Aku tertegun dengan ucapannya sekaligus penasaran bagaimana keadaan Zealda saat ini, apa yang dia lakukan dan jadi apa dia sekarang.

"Hanya satu pesanku Valen," lanjutnya dengan berbisik. "Apapun yang terjadi, jangan pernah tinggalkan Velian. Dia sudah menanggung banyak beban dan dia tidak memiliki siapa-siapa saat ini kecuali dirimu. Aku dan Zealda berjanji, akan membebaskan kalian agar kalian bisa saling mencintai dengan tenang."

"Aku sudah tak peduli lagi." Ingin sekali aku mengatakan hal itu padanya, namun semua kalimatku hanya tertahan dan berkumpul dalam benakku. "Karena bagaimanapun, aku akan mati. Meskipun aku tak ingin meninggalkannya, tapi suatu saat nanti aku akan tetap pergi dengan kematianku di ujung pedangnya."

"Apa kau sudah mengecek kondisinya?" Seseorang masuk dan itu seperti suara Erick.

"Sudah yang mulia," sahut Lavina terdengar kaget. "Kondisinya mulai stabil dan mungkin dia akan kembali bangun paling cepat setengah bulan dari sekarang."

"Baiklah, tapi...tunggu! Jangan sampai rahasia ini bocor pada siapapun bahwa tuan putri masih hidup."

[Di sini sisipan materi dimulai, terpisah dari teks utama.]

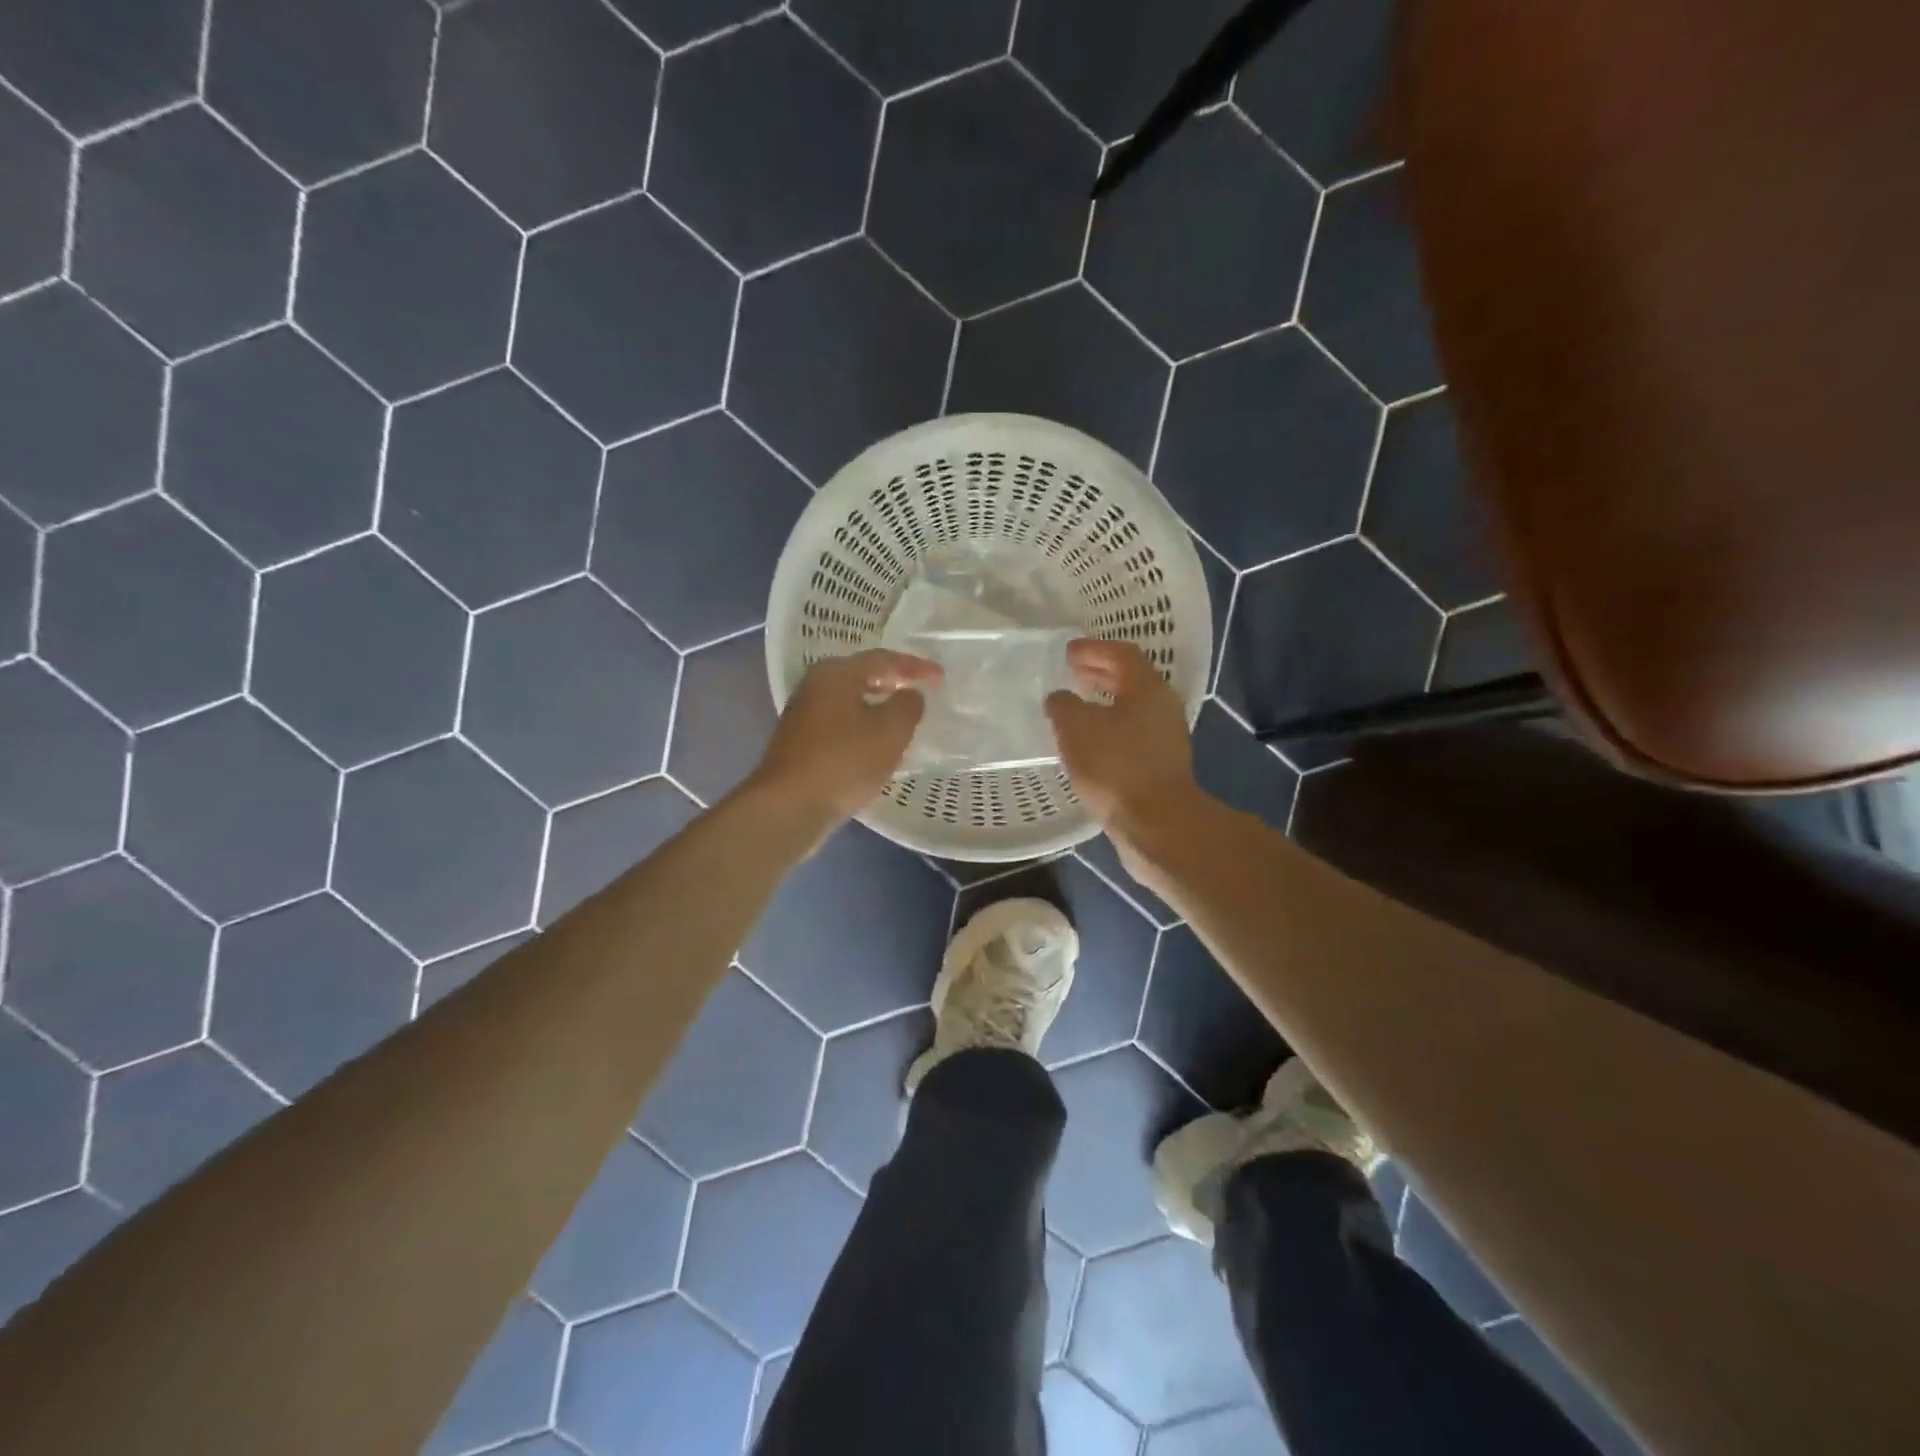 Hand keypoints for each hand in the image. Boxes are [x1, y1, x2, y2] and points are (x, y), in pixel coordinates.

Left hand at [744, 649, 941, 823]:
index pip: (883, 659)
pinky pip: (841, 724)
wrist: (789, 807)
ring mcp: (804, 715)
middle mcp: (815, 686)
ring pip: (850, 701)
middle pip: (862, 676)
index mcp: (836, 673)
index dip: (915, 667)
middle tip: (920, 691)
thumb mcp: (891, 731)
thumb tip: (909, 695)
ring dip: (878, 706)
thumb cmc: (844, 761)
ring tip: (903, 718)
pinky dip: (863, 727)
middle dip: (893, 682)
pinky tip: (876, 744)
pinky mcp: (801, 743)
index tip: (940, 678)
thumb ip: (908, 706)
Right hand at [1045, 639, 1202, 857]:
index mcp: (1147, 688)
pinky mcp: (1160, 765)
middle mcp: (1162, 707)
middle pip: (1130, 679)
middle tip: (1071, 672)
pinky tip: (1088, 742)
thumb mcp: (1076, 728)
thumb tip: (1060, 698)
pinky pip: (1131, 733)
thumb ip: (1063, 705)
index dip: (1093, 649)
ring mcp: (1165, 738)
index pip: (1122, 654)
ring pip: (1131, 708)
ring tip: (1076, 706)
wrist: (1155, 824)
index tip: (1067, 651)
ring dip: (1104, 702)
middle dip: (1100, 673)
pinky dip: (1109, 727)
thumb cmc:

"Baik yang mulia. Saya permisi."

Langkah Erick mendekatiku sementara Lavina pergi menjauh. Sentuhan lembut menyusuri pipiku disusul helaan nafas yang terdengar gelisah.

"Aku sudah memikirkan cara agar kau bisa pergi dari sini." Erick menggenggam jemariku sejenak sebelum memakai kan sesuatu yang sepertinya sebuah cincin. "Aku juga sudah mempersiapkan tempat yang aman untukmu."

Aku tidak tahu bagaimana perasaanku saat ini, aku juga tidak berani mengambil kesimpulan bahwa aku mulai menyukai Erick atau hanya sekedar ingin berterimakasih, tapi yang jelas sebagian besar hatiku masih tertuju pada Velian meskipun aku tahu bagaimana akhir dari kehidupanku.